(Data records)
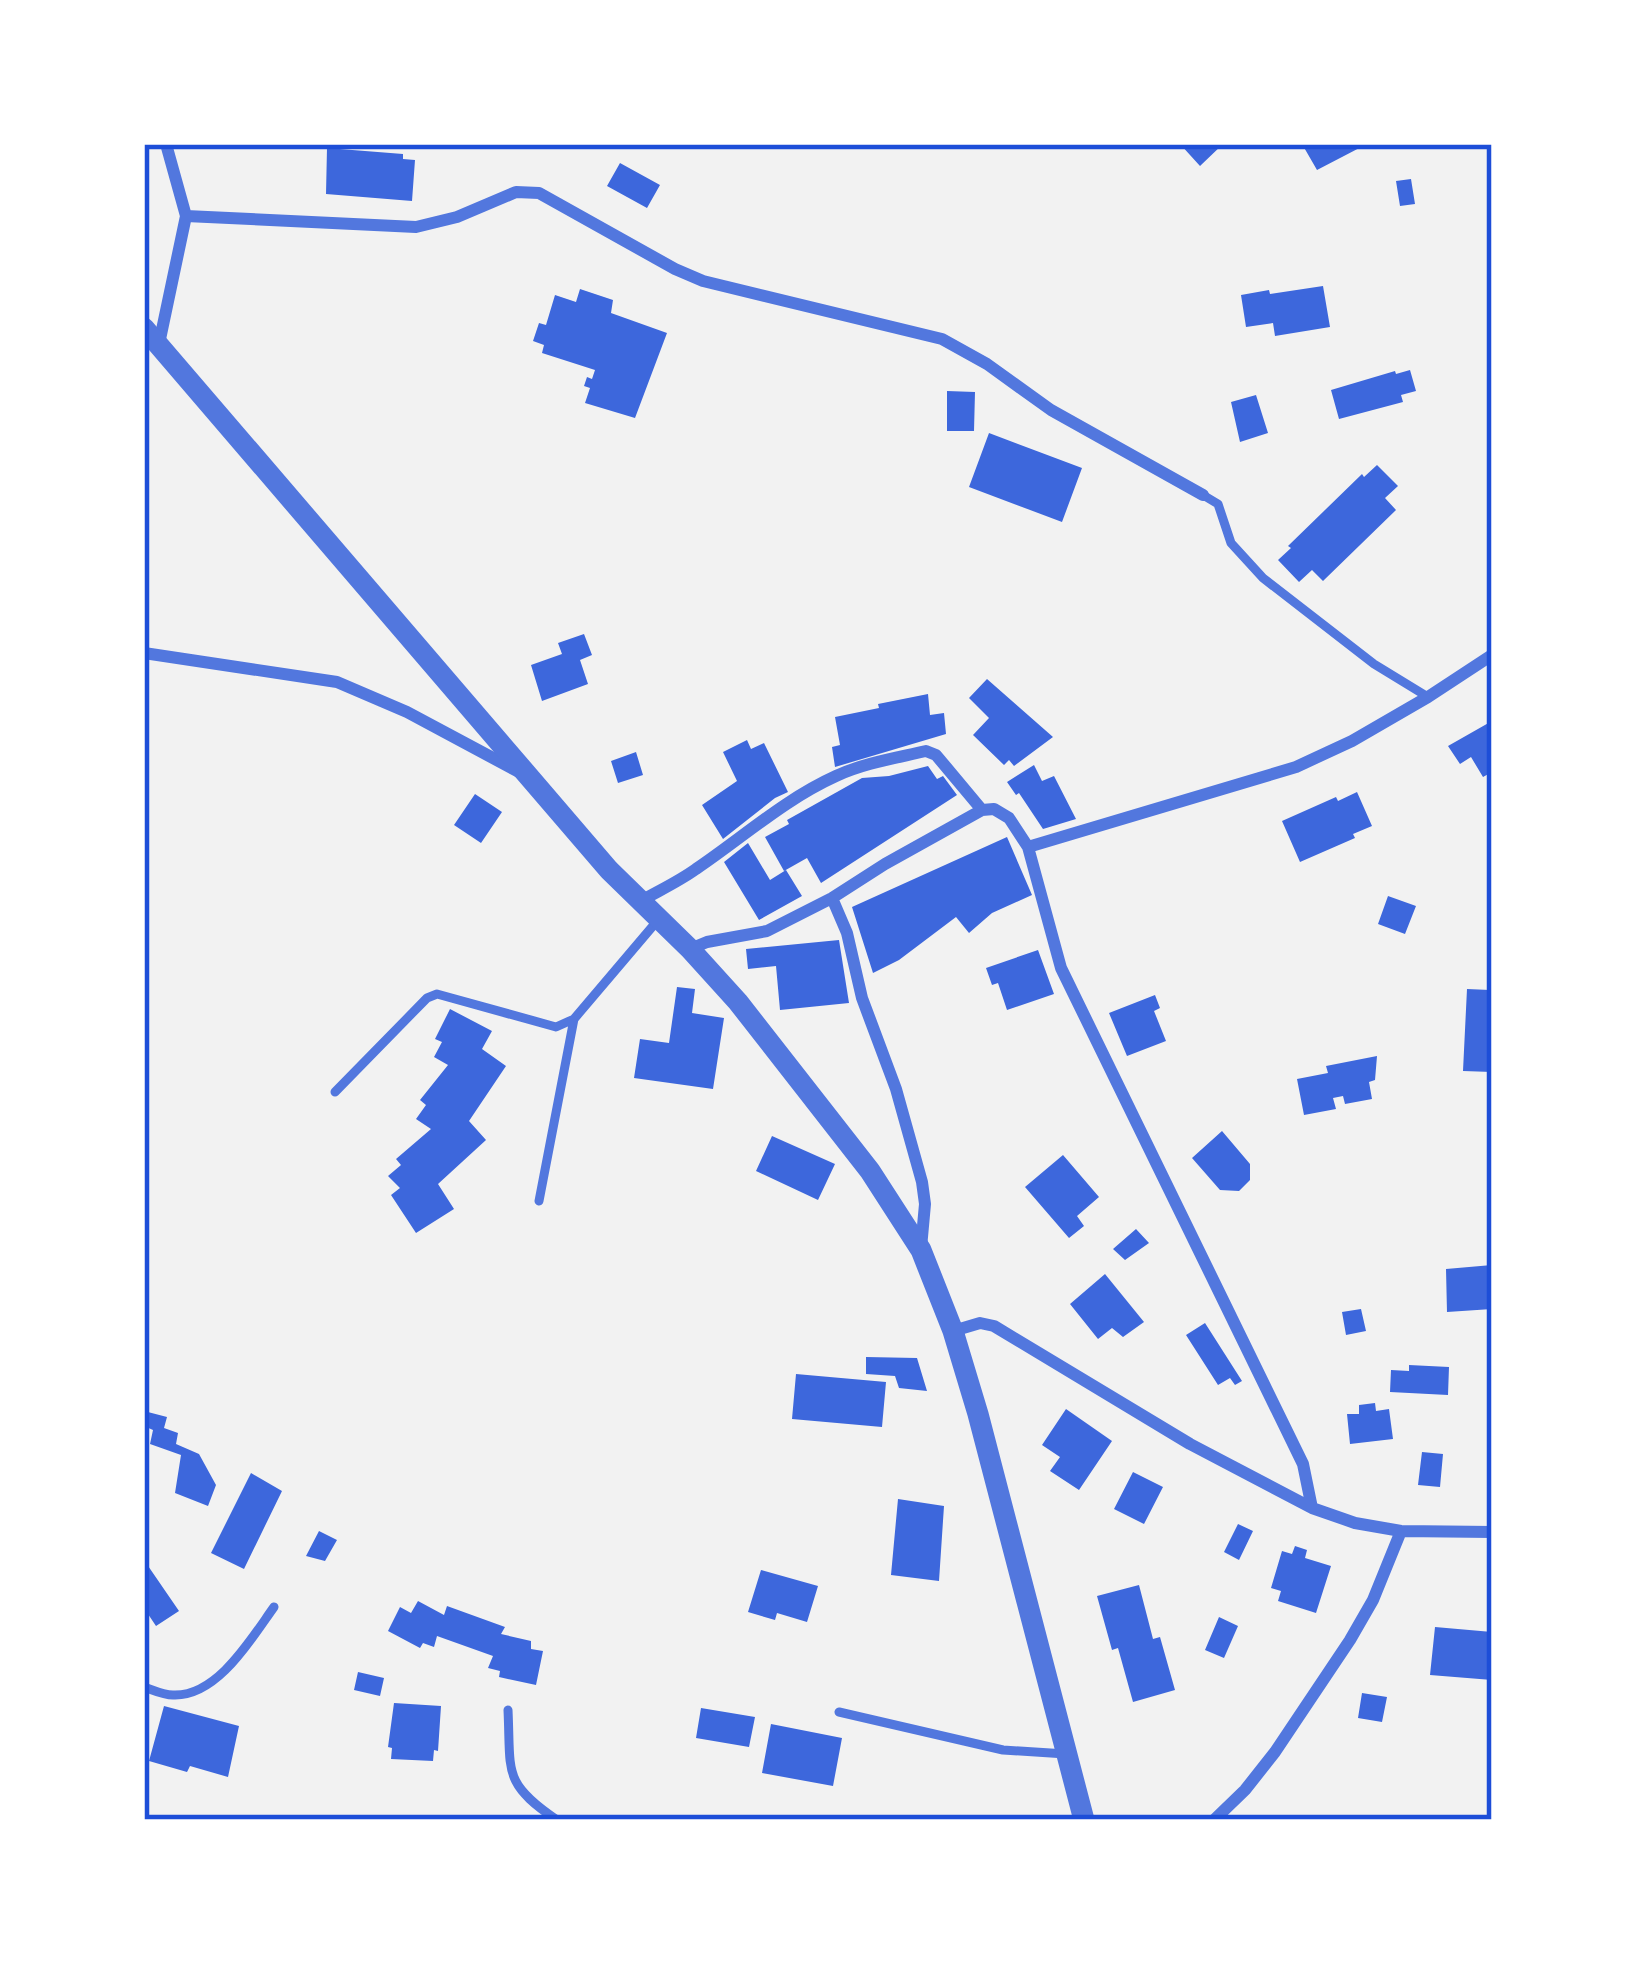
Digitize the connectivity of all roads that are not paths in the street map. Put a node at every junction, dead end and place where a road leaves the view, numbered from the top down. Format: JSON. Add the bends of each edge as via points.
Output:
{"nodes":[{"id":1,"x":166,"y":144,"type":"edge"},
{"id":2,"x":186,"y":216,"type":"junction"},
{"id":3,"x":151,"y":336,"type":"edge"},
{"id":4,"x":1203,"y":495,"type":"joint"},
{"id":5,"x":144,"y":653,"type":"edge"},
{"id":6,"x":1492,"y":656,"type":"edge"},
{"id":7,"x":1429,"y":697,"type":"junction"},
{"id":8,"x":531,"y":778,"type":"junction"},
{"id":9,"x":982,"y":810,"type":"junction"},
{"id":10,"x":1028,"y":847,"type":"junction"},
{"id":11,"x":832,"y":898,"type":"junction"},
{"id":12,"x":639,"y":902,"type":"junction"},
{"id":13,"x":658,"y":920,"type":"junction"},
{"id":14,"x":689,"y":949,"type":"junction"},
{"id":15,"x":574,"y":1018,"type":"junction"},
{"id":16,"x":334,"y":1092,"type":"dead end"},
{"id":17,"x":539,"y":1201,"type":"dead end"},
{"id":18,"x":921,"y":1250,"type":"junction"},
{"id":19,"x":953,"y":1331,"type":"junction"},
{"id":20,"x":1312,"y":1508,"type":"junction"},
{"id":21,"x":1400,"y":1531,"type":"junction"},
{"id":22,"x":1492,"y":1532,"type":"edge"},
{"id":23,"x":274,"y":1607,"type":"dead end"},
{"id":24,"x":144,"y":1687,"type":"edge"},
{"id":25,"x":508,"y":1710,"type":"dead end"},
{"id":26,"x":839,"y":1712,"type":"dead end"},
{"id":27,"x":1066,"y":1754,"type":"junction"},
{"id":28,"x":556,"y":1820,"type":"edge"},
{"id":29,"x":1084,"y":1820,"type":"edge"},
{"id":30,"x":1214,"y":1820,"type":"edge"}],
"edges":[{"from":1,"to":2,"type":"street"},
{"from":2,"to":3,"type":"street"},
{"from":2,"to":4,"type":"street","via":[[416,227],[517,192],[538,194],[703,281],[942,339]]},
{"from":3,"to":8,"type":"street"},
{"from":4,"to":7,"type":"lane","via":[[1218,504],[1231,543],[1263,578]]},
{"from":5,"to":8,"type":"street","via":[[337,682]]},
{"from":6,"to":7,"type":"street"},
{"from":7,"to":10,"type":"street","via":[[1296,767]]},
{"from":8,"to":12,"type":"street"},
{"from":9,"to":10,"type":"street","via":[[1009,818]]},
{"from":9,"to":11,"type":"street"},
{"from":9,"to":12,"type":"street","via":[[936,754],[857,767]]},
{"from":10,"to":20,"type":"street","via":[[1061,968],[1304,1464]]},
{"from":11,"to":14,"type":"street","via":[[767,931]]},
{"from":11,"to":18,"type":"street","via":[[922,1182]]},
{"from":12,"to":13,"type":"street"},
{"from":13,"to":14,"type":"street"},
{"from":13,"to":15,"type":"lane"},
{"from":14,"to":18,"type":"street","via":[[870,1171]]},
{"from":15,"to":16,"type":"lane","via":[[556,1028],[437,994]]},
{"from":15,"to":17,"type":"lane"},
{"from":18,"to":19,"type":"street"},
{"from":19,"to":20,"type":"street","via":[[994,1326]]},
{"from":19,"to":27,"type":"street"},
{"from":20,"to":21,"type":"street"},
{"from":21,"to":22,"type":"street"},
{"from":21,"to":30,"type":"street","via":[[1340,1654],[1265,1765]]},
{"from":23,"to":24,"type":"lane","via":[[238,1658],[204,1687],[179,1695]]},
{"from":25,"to":28,"type":"lane","via":[[511,1773],[521,1793]]},
{"from":26,"to":27,"type":"lane","via":[[1003,1750]]},
{"from":27,"to":29,"type":"street"}]}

## EXERCISE
Check each line of the entries above for the word "lane". List the ones that have it.

## WRITTEN RESPONSE
{"from":4,"to":7,"type":"lane","via":[[1218,504],[1231,543],[1263,578]]},
{"from":13,"to":15,"type":"lane"},
{"from":15,"to":16,"type":"lane","via":[[556,1028],[437,994]]},
{"from":15,"to":17,"type":"lane"},
{"from":23,"to":24,"type":"lane","via":[[238,1658],[204,1687],[179,1695]]},
{"from":25,"to":28,"type":"lane","via":[[511,1773],[521,1793]]},
{"from":26,"to":27,"type":"lane","via":[[1003,1750]]},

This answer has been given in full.